Curated by Dr Léuli Eshrāghi, the exhibition is titled ua usiusi faʻavaʻasavili, a Samoan proverb which means ‘the canoe obeys the wind’. The proverb is demonstrative of Great Ocean celestial navigation practices, following centuries of European and Asian colonial occupations.
TarraWarra Biennial 2023: ua usiusi faʻavaʻasavili, focuses attention on contemporary artists tied by ancestry or by materiality to the many lands and waters constituting Australia and its immediate neighbourhood of the soil and watery expanses termed Asia and the Great Ocean.
Revived by Satawalese Master Navigator Mau Piailug among Kānaka ʻŌiwi communities in 1970s Hawaiʻi, celestial navigation practices teach the interconnectedness of humans and islands, reefs, stars, suns, moons, currents, winds and all other beings. Bringing this lens to an exhibition context, TarraWarra Biennial 2023 imparts to audiences the wish that humility towards living beings and storied places might generate more neighbourly exchanges and resolutely joyful futures.

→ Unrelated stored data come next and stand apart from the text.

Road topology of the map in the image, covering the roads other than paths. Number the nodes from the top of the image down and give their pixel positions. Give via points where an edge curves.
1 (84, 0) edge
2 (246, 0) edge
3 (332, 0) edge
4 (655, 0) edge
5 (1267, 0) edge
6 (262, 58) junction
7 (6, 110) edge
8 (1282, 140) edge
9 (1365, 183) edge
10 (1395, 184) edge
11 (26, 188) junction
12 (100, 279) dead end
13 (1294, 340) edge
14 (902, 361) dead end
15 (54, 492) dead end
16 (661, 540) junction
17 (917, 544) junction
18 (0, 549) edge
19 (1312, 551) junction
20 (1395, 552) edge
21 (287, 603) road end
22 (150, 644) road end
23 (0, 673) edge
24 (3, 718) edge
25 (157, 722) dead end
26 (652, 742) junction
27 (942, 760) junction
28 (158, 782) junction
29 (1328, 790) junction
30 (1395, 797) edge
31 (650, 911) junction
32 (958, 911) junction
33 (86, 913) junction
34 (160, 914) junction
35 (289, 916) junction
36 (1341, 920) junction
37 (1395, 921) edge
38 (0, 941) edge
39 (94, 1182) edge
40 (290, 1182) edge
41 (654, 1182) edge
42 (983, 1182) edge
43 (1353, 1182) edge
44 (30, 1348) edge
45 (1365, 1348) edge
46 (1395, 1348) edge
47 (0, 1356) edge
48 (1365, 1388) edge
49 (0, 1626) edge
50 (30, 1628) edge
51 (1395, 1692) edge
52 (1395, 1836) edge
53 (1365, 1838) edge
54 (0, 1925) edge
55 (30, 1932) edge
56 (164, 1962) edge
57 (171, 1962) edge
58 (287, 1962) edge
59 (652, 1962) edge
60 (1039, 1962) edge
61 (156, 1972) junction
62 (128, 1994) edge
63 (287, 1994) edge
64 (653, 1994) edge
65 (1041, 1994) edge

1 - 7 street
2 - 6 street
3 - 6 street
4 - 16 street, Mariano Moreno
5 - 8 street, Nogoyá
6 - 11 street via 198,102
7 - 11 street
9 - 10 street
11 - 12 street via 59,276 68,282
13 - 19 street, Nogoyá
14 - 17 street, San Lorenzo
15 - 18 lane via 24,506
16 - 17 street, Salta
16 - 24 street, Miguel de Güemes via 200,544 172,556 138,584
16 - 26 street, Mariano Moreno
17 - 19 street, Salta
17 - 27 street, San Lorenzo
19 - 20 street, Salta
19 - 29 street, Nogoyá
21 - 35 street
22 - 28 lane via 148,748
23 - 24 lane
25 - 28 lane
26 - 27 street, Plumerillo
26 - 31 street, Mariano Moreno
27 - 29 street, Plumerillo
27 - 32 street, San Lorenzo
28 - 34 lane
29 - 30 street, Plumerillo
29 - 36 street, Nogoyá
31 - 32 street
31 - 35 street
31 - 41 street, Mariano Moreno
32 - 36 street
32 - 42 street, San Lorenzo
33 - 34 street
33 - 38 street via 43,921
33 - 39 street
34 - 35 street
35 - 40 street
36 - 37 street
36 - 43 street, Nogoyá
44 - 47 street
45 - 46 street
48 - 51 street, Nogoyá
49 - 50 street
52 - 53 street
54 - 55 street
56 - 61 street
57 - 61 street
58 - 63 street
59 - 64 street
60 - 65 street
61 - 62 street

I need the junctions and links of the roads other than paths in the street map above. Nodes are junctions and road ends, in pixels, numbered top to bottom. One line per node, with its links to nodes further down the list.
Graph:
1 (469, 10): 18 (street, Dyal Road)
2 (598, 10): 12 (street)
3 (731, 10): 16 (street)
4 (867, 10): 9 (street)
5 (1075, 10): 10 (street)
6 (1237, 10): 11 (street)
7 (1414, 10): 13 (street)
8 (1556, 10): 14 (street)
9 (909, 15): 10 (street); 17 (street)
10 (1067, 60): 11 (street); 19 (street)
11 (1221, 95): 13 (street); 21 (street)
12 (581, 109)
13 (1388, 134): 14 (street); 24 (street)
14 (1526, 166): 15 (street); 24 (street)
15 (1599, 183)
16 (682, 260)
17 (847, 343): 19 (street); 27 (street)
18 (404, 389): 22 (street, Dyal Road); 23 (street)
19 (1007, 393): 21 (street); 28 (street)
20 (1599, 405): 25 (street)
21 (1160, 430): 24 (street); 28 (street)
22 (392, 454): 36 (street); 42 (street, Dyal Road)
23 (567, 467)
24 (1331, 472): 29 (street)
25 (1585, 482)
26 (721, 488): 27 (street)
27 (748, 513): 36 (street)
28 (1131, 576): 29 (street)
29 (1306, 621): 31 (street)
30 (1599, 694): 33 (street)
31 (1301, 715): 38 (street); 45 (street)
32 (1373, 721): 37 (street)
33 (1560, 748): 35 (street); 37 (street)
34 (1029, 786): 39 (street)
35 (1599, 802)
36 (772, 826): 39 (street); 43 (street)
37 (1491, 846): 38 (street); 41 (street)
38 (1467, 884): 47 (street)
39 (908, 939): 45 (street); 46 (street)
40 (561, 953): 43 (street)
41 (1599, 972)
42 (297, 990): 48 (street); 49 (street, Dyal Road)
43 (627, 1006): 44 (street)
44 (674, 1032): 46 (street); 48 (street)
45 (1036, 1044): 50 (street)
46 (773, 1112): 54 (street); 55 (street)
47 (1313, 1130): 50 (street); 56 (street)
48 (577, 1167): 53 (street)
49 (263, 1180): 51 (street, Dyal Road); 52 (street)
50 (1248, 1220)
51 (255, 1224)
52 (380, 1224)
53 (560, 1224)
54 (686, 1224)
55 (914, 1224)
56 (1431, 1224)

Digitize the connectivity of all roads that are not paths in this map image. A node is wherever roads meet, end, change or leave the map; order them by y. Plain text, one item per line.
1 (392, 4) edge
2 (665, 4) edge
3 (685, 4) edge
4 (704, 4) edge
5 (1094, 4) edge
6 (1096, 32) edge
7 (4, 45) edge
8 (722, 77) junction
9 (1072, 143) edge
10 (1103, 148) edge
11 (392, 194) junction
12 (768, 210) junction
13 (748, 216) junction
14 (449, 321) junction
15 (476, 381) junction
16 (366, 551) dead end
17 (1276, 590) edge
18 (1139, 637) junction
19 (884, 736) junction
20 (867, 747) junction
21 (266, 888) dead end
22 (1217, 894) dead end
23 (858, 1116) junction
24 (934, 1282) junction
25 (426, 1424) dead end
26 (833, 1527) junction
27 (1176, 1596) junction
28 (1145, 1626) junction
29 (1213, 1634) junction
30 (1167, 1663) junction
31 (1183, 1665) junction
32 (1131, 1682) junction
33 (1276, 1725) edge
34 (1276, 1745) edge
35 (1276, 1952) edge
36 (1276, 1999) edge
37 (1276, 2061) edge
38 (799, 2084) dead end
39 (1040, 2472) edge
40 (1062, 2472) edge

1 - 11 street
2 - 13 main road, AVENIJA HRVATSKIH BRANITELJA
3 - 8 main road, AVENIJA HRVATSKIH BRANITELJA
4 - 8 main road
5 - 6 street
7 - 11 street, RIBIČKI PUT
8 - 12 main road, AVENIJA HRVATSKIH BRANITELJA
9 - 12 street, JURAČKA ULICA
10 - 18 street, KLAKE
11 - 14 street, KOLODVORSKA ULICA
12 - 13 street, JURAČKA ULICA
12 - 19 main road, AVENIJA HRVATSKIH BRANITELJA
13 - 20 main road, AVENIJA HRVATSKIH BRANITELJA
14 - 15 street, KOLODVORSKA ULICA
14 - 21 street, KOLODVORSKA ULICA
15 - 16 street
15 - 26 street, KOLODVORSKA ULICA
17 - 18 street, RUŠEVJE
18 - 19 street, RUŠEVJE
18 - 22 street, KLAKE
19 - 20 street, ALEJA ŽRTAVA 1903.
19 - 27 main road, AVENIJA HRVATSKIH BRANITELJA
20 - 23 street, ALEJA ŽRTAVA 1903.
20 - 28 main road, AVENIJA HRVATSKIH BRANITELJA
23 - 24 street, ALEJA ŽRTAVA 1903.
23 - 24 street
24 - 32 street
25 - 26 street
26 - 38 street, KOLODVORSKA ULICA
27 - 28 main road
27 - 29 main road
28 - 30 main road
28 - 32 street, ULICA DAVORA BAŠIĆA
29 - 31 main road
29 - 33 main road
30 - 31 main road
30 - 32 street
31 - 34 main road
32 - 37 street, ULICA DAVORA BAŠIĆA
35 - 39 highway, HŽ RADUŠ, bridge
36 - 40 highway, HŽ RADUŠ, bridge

The artists participating in TarraWarra Biennial 2023 are:
Regina Pilawuk Wilson (Ngan’gikurunggurr, Marrithyel); Vicki West (Trawlwoolway); Sonja Carmichael (Quandamooka) and Elisa Jane Carmichael (Quandamooka); The Unbound Collective: Ali Gumillya Baker (Mirning), Faye Rosas Blanch (Mbararam, Yidinyji), Natalie Harkin (Narungga), Simone Ulalka Tur (Yankunytjatjara); Jenna Lee (Gulumerridjin, Wardaman, KarraJarri); Abdul-Rahman Abdullah; Hoda Afshar; Elyas Alavi; Torika Bolatagici (iTaukei Viti); Dr Kirsten Lyttle (Tainui Waikato); Phuong Ngo; Bhenji Ra; David Sequeira; Sancintya Mohini Simpson; and Dr Leyla Stevens.